Other people have given great advice for dealing directly with MIL. It's not as if your DH can have a talk with MIL and tell her to stop doing it - that obviously wouldn't work. But it sounds like what you really want is for DH to engage more with MIL so that she's not alone and free to follow you around and into the bathroom. It's not OK for DH and FIL to dump her on you and retreat to the den (or garage or wherever). That would be the starting point of a conversation with your DH. If he refuses to cooperate or is still pulling a disappearing act, then you might physically lead MIL to wherever DH and FIL are camping out, saying "I have to use the bathroom" or "I have to run some errands, so you're going to spend some time with DH now!"

crella:

--- Quote from: Zizi-K on June 20, 2013, 09:06:50 AM --- Second, it sounds like when you and DH visit your ILs, your husband and FIL "disappear," leaving you to deal with MIL.

--- End quote ---

The family-family (as I jokingly call it), ie, sons, husbands, etc often don't want to face it. FIL probably needs a break, because he's there all the time dealing with it and your DH can't quite face it yet, so they take off.  It took 3 years for DH to admit we had a problem,although I think that may be longer than usual  :D DH avoided his mother pre-AD as she was a bit toxic. I had to dive in and get her help and aides etc while he continued to mumble 'She's always been difficult, this is the way she's always been' while inside my head I'm screaming "Not!".

Give him a bit more time, and then have a heart-to-heart? 

TootsNYC:
There are support groups and counselors/coaches available for families of Alzheimer's patients.

Perhaps seeking that out might give you and your DH a helpful and construcive context in which to have that conversation.

Then any critical tone, any complaints, any emotions might be buffered by being framed in the "this is difficult, to cope w/ MIL's Alzheimer's" instead of coming across as a free-floating "you need to fix this, there's something wrong with you for not controlling your mother/for abandoning me to interact with her."

Zizi-K:

--- Quote from: crella on June 20, 2013, 09:21:32 AM ---
--- Quote from: Zizi-K on June 20, 2013, 09:06:50 AM --- Second, it sounds like when you and DH visit your ILs, your husband and FIL "disappear," leaving you to deal with MIL.

--- End quote ---

The family-family (as I jokingly call it), ie, sons, husbands, etc often don't want to face it. FIL probably needs a break, because he's there all the time dealing with it and your DH can't quite face it yet, so they take off.  It took 3 years for DH to admit we had a problem,although I think that may be longer than usual  :D DH avoided his mother pre-AD as she was a bit toxic. I had to dive in and get her help and aides etc while he continued to mumble 'She's always been difficult, this is the way she's always been' while inside my head I'm screaming "Not!".

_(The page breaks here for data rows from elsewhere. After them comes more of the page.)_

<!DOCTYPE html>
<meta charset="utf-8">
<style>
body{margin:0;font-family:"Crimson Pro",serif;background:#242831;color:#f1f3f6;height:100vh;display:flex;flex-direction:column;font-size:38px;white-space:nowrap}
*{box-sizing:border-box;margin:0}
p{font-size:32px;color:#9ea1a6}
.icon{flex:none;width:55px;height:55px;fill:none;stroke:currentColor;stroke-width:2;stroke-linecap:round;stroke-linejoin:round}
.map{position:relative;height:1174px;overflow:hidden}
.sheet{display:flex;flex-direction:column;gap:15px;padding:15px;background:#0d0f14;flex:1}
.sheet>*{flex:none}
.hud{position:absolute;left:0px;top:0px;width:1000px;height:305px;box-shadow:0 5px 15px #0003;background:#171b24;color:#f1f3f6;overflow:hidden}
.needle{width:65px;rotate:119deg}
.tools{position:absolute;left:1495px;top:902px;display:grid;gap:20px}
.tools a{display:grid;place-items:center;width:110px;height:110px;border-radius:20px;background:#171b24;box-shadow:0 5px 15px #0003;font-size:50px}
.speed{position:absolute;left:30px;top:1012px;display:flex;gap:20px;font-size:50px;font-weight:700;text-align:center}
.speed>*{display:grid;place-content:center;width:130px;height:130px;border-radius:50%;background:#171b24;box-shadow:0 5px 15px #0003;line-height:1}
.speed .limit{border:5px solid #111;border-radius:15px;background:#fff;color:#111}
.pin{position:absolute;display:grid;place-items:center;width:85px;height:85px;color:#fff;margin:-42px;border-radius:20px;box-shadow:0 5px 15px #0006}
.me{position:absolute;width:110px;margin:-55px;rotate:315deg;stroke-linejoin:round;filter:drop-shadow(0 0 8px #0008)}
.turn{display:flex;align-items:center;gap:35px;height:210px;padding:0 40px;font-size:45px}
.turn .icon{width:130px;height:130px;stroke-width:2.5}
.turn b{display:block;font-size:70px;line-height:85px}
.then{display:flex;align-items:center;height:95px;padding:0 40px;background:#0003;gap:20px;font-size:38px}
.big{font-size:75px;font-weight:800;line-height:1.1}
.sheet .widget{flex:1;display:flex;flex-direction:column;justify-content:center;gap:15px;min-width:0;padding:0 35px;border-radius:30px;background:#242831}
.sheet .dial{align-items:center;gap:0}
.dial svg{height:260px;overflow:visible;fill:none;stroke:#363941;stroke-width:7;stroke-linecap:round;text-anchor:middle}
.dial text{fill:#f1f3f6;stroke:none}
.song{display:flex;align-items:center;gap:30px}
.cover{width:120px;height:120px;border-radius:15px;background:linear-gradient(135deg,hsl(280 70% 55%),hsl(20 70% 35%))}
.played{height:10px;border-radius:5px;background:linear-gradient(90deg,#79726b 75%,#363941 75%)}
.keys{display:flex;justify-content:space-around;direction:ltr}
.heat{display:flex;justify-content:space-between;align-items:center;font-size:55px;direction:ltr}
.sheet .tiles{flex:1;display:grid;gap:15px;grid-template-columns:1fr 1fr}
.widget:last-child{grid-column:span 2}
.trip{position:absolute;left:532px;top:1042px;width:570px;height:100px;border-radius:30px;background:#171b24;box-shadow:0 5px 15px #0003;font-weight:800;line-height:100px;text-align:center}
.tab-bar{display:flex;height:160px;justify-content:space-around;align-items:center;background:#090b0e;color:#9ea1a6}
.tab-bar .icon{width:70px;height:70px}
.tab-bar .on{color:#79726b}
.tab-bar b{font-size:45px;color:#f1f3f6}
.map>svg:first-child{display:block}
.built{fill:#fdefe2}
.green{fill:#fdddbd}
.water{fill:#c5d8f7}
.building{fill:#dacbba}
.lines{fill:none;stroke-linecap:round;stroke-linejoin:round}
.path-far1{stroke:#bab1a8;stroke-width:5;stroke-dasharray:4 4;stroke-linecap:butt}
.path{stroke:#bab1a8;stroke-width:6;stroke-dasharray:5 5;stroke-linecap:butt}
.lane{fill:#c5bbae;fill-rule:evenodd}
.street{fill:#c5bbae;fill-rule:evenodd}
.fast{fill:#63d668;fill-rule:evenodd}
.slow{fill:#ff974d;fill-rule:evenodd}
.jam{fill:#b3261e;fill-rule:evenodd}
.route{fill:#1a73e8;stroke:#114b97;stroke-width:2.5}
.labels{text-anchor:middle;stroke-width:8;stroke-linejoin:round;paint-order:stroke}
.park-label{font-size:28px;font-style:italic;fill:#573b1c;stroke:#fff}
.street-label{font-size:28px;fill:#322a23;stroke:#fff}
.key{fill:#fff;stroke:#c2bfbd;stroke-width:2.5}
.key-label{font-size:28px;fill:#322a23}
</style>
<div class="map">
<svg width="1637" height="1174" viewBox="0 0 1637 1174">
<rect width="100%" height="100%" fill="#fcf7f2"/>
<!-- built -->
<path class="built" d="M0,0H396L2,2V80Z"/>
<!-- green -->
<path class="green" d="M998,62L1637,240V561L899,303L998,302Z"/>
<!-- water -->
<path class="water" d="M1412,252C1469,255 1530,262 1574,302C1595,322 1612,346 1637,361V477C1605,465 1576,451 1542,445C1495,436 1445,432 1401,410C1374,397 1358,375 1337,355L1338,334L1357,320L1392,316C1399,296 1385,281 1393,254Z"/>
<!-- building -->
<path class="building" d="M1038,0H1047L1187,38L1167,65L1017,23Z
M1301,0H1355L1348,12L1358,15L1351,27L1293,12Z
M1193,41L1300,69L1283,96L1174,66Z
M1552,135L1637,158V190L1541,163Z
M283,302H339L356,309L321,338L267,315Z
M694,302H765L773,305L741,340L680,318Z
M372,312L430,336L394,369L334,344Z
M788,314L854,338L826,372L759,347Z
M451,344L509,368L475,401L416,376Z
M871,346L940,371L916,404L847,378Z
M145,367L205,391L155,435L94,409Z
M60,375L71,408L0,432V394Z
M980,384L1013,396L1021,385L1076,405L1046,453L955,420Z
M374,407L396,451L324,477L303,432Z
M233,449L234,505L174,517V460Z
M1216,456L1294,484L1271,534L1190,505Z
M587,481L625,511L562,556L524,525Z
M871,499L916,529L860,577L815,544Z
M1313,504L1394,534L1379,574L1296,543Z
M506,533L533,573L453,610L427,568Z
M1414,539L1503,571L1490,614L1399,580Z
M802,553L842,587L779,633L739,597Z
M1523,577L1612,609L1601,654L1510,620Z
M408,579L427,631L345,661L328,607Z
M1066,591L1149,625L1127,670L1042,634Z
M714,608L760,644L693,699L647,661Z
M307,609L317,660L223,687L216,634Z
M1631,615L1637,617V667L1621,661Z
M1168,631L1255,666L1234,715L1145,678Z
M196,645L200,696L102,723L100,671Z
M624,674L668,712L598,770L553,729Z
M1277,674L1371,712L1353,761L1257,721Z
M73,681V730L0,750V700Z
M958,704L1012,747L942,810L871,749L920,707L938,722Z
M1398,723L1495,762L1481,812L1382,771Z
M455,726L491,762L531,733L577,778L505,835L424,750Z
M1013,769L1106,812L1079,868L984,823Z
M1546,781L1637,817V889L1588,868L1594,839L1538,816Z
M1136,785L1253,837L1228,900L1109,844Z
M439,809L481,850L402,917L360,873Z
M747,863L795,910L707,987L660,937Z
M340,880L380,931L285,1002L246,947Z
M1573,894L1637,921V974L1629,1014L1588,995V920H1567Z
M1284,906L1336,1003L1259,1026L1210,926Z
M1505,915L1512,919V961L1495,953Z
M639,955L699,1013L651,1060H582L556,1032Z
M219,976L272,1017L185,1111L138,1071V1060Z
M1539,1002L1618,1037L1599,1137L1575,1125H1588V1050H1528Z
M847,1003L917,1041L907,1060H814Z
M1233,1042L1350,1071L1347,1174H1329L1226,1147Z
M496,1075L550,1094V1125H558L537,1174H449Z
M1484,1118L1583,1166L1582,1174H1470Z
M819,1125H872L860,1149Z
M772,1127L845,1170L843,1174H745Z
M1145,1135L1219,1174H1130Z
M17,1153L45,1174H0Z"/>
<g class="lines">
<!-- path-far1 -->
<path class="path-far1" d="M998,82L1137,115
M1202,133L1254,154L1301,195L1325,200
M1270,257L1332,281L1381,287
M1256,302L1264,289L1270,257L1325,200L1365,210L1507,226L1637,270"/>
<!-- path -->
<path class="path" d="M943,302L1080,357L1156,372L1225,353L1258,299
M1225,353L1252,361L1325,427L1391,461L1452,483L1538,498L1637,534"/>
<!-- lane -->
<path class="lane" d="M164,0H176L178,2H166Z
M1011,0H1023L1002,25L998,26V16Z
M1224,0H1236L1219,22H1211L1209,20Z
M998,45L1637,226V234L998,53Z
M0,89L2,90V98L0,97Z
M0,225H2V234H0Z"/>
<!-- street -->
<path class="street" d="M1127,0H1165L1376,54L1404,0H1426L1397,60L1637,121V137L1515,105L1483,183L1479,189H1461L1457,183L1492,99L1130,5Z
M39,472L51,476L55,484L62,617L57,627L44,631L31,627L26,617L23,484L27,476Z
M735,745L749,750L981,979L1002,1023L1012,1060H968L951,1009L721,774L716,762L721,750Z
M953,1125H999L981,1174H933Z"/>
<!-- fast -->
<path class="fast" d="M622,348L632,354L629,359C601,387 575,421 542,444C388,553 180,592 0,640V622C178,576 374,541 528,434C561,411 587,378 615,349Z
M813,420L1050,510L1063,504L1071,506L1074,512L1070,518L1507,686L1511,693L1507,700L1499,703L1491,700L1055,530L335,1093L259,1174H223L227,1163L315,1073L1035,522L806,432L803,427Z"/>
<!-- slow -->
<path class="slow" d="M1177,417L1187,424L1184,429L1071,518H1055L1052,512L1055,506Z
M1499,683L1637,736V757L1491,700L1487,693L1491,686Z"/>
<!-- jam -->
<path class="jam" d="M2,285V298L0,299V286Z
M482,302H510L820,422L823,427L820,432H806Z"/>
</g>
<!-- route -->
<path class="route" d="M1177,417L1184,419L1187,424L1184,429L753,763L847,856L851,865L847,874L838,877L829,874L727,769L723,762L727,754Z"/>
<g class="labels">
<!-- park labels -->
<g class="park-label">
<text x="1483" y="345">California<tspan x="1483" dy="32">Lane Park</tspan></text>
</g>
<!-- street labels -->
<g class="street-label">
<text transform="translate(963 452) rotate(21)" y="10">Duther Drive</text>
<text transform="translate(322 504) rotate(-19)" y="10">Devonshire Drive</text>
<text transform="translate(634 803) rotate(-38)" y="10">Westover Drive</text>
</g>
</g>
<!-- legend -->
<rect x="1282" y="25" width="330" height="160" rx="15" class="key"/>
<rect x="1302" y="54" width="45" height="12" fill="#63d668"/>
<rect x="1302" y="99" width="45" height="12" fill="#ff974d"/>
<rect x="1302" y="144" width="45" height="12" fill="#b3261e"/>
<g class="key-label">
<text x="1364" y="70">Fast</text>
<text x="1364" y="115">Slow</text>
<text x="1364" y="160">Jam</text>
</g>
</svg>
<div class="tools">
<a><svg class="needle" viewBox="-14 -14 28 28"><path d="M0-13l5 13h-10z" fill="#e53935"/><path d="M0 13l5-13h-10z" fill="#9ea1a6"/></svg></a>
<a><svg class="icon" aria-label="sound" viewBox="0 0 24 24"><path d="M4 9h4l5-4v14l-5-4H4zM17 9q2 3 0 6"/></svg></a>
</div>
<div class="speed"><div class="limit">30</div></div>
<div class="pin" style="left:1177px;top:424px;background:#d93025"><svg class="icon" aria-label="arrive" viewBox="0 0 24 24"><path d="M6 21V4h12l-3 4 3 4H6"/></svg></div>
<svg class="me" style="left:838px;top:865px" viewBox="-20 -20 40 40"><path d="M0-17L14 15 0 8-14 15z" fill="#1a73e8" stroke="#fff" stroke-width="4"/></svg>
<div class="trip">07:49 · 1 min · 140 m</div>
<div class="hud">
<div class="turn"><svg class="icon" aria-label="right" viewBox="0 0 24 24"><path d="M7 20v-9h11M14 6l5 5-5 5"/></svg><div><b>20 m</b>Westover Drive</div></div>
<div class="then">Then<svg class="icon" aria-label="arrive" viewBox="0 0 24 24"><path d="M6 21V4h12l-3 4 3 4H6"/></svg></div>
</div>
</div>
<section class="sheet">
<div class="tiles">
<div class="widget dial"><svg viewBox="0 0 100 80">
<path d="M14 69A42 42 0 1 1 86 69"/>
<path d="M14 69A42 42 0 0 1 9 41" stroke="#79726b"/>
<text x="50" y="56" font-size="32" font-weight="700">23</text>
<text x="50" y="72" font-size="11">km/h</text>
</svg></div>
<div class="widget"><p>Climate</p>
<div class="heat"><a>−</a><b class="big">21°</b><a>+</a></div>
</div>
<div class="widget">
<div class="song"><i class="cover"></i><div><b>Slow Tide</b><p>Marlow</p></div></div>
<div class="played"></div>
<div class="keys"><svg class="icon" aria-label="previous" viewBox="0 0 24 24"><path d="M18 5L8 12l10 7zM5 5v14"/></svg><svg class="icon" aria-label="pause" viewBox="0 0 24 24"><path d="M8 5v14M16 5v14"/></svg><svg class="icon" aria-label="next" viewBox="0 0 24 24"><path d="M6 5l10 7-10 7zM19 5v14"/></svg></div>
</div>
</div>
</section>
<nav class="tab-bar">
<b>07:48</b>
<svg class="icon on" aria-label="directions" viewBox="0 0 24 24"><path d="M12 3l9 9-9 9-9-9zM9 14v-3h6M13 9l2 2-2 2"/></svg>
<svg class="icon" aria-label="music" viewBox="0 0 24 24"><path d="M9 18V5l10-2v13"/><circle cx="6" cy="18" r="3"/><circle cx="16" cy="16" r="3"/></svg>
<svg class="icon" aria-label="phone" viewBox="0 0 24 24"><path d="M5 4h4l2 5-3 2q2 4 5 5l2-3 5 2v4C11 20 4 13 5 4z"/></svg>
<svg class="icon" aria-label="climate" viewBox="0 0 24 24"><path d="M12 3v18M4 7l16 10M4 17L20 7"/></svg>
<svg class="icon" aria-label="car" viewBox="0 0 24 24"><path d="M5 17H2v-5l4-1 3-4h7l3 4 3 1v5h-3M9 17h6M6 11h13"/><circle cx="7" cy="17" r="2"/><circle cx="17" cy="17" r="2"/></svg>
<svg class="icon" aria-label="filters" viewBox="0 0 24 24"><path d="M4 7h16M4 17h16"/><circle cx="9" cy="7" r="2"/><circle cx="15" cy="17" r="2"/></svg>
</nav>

Give him a bit more time, and then have a heart-to-heart?

--- End quote ---


Elder care often falls to women because we give men the "luxury" of looking the other way. Can you imagine a daughter treating her own parents the same way? (you can, but it's a lot harder, right?) I don't have the kind of relationship with my MIL in which I would feel comfortable jumping in the way you did, nor would I feel particularly obliged to do so. (There are a variety of factors, distance being one.) If it were my situation, I would advocate hard to my DH and his siblings to do X, Y, and Z. But I don't think that coddling DH is the right answer. He's a big boy and can handle facing his mother's decline. There are lots of mental health options (individual therapy, support groups, etc) if he is having difficulty with it. But I don't agree that the wife's job is to quietly clean up the mess and do the heavy lifting so the husband can maintain the fiction that nothing's wrong. At least, that's not the kind of relationship or role that I would ever want to have, personally.